6 Aspects juridiques
6.1 Constitutionnalité
La constitutionnalité de l'arrêté fédéral portant approbation et mise en œuvre de l'échange de notes entre la Suisse et l'UE concernant la reprise de la directive se fonde sur l'art. 54, al. 1, de la Constitution30 (Cst.), selon lequel les affaires étrangères relèvent de la compétence de la Confédération. L'art. 184, al. 2, Cst. autorise le Conseil fédéral à signer et à ratifier les traités internationaux. En vertu de l'art. 166, al. 2, Cst., il appartient à l'Assemblée fédérale d'approuver les traités internationaux, à l'exception de ceux dont la conclusion relève de la seule compétence du Conseil fédéral en vertu d'une loi ou d'un traité international (cf. aussi art. 24, al. 2, LParl31, et art. 7a, al. 1, LOGA32), ce qui n'est pas le cas en l'espèce.
30 RS 101
31 Loi du 13 décembre 2002 sur le Parlement (LParl), RS 171.10
32 Loi du 21 mars 1997 sur l'organisation du gouvernement et de l'administration (LOGA), RS 172.010
Les modifications de la LArm se fondent sur l'art. 107, al. 1, Cst., lequel dispose que la Confédération légifère afin de lutter contre l'usage abusif d'armes, d'accessoires d'armes et de munitions.
6.2 Forme de l'acte à adopter
Conformément à l'art. 141, al. 1, let. d, Cst., les traités internationaux sont sujets au référendum s'ils sont d'une durée indéterminée et ne sont pas dénonçables, prévoient l'adhésion à une organisation internationale ou contiennent des dispositions importantes fixant des règles de droit ou dont la mise en œuvre exige l'adoption de lois fédérales.
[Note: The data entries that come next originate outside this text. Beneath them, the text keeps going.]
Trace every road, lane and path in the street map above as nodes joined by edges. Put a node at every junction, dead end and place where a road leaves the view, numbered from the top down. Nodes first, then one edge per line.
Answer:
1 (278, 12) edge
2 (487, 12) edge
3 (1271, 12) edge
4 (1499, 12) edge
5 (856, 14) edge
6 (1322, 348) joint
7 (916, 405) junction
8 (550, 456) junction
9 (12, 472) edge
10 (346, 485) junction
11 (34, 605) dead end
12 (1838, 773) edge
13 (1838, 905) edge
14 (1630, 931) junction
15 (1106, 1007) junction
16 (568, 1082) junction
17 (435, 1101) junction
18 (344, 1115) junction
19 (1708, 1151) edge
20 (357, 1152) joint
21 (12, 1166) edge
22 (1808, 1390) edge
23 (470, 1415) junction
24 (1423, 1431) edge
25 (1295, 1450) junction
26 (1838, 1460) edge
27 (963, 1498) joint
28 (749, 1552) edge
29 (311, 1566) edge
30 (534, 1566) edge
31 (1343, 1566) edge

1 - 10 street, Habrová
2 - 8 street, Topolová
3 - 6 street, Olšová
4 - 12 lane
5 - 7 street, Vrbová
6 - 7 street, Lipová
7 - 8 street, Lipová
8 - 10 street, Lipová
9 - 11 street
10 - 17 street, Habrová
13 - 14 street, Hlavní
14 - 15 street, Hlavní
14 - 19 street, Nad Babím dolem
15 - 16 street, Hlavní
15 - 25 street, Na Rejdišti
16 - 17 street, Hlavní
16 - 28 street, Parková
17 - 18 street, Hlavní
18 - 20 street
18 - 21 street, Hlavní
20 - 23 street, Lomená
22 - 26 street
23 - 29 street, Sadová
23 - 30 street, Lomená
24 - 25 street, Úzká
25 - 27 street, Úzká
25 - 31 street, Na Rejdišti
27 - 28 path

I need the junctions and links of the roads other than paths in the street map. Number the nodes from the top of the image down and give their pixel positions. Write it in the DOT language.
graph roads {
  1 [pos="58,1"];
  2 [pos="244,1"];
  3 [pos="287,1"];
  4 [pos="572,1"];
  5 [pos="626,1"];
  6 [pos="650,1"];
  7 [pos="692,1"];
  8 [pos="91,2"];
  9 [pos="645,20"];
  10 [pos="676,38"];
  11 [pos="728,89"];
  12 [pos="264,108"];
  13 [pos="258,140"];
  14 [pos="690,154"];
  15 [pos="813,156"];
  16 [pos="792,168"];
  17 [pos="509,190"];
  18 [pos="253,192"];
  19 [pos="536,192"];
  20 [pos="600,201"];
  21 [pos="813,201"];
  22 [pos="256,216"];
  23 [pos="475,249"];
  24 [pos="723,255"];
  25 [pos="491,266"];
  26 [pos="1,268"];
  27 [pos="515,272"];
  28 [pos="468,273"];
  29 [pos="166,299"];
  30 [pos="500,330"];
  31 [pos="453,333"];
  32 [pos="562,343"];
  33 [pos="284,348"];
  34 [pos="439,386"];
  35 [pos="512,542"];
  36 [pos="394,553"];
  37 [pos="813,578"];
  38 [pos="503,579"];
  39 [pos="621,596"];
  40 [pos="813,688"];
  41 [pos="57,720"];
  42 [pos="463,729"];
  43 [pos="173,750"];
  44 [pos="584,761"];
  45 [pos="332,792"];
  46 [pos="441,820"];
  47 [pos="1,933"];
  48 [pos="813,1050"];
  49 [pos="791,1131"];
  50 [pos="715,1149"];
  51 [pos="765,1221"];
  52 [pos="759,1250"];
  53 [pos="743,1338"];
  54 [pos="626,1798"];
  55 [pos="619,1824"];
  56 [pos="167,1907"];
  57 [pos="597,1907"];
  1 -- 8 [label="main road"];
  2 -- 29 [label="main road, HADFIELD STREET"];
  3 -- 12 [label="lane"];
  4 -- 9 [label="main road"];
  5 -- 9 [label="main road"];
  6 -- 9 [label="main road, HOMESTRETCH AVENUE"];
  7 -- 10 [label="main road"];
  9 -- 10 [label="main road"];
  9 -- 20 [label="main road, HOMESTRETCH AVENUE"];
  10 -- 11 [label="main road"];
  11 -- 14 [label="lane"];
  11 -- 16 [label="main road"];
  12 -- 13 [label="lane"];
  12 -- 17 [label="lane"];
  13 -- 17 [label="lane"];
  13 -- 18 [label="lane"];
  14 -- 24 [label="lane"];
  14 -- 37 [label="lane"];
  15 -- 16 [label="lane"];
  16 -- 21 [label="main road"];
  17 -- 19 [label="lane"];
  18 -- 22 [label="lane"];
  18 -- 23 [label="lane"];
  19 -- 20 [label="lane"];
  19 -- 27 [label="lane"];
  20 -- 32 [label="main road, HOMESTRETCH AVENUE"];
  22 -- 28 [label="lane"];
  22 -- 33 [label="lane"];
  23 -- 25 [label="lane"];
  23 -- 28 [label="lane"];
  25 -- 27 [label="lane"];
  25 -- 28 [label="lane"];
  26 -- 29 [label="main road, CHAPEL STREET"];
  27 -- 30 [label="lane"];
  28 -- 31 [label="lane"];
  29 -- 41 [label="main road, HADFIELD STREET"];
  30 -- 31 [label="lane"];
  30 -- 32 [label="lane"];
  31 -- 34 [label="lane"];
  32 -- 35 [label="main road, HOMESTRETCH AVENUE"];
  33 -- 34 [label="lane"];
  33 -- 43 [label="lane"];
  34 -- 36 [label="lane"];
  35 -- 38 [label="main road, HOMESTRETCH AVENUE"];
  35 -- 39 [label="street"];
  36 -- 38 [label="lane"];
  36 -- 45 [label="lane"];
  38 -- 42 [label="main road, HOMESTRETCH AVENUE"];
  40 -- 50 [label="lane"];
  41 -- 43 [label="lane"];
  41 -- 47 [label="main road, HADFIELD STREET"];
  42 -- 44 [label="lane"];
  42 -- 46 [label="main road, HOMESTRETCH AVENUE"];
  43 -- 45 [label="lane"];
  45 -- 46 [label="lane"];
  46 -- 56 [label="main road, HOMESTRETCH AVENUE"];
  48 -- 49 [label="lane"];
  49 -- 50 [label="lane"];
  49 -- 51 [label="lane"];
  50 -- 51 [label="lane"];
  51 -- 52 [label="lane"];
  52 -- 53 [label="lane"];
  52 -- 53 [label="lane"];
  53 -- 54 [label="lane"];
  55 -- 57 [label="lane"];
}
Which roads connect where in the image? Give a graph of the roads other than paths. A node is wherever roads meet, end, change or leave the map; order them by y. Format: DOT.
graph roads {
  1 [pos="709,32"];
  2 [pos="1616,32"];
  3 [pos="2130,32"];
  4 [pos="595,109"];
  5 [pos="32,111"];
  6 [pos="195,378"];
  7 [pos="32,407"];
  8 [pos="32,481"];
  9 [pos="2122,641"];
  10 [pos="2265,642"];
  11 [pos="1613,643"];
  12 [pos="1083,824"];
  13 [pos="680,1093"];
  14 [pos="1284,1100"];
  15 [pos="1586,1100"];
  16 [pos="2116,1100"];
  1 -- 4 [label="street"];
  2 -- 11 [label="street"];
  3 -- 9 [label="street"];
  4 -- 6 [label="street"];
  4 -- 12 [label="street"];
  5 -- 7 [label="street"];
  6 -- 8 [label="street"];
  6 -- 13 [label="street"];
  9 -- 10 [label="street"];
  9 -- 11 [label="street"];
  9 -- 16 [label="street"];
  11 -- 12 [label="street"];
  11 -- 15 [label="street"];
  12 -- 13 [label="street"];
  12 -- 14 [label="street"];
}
L'échange de notes peut être dénoncé selon les conditions prévues aux art. 7 et 17 AAS. La reprise de la directive ne prévoit pas d'adhésion à une organisation internationale. La présente directive modifiée sur les armes reprise par le biais d'un échange de notes contient des dispositions importantes fixant des règles de droit. En vertu de l'art. 22, al. 4, LParl, sont réputées fixant des règles de droit les dispositions générales et abstraites d'application directe qui créent des obligations, confèrent des droits ou attribuent des compétences. Par ailleurs, sont réputées importantes les règles de droit qui, en vertu de l'art. 164, al. 1, Cst., devraient être édictées sous la forme d'une loi fédérale. La reprise de la directive modifiée sur les armes nécessite en outre des adaptations de la loi sur les armes (cf. ch. 6.1). Le présent arrêté fédéral portant approbation de la directive modifiée sur les armes doit donc être soumis au référendum facultatif au sens de l'art. 141, al. 1, let. d, ch. 3, Cst. L'Assemblée fédérale approuve les traités internationaux qui sont soumis à référendum sous la forme d'un arrêté fédéral (art. 24, al. 3, LParl).
6.3 Compatibilité avec les obligations internationales de la Suisse
La Suisse est tenue de reprendre la directive (art. 2, par. 3, en relation avec l'art. 7 AAS). Les modifications de la loi sur les armes proposées en vue de la mise en œuvre de la directive sont compatibles avec les prescriptions de celle-ci et ne sont pas contraires aux autres obligations internationales de la Suisse.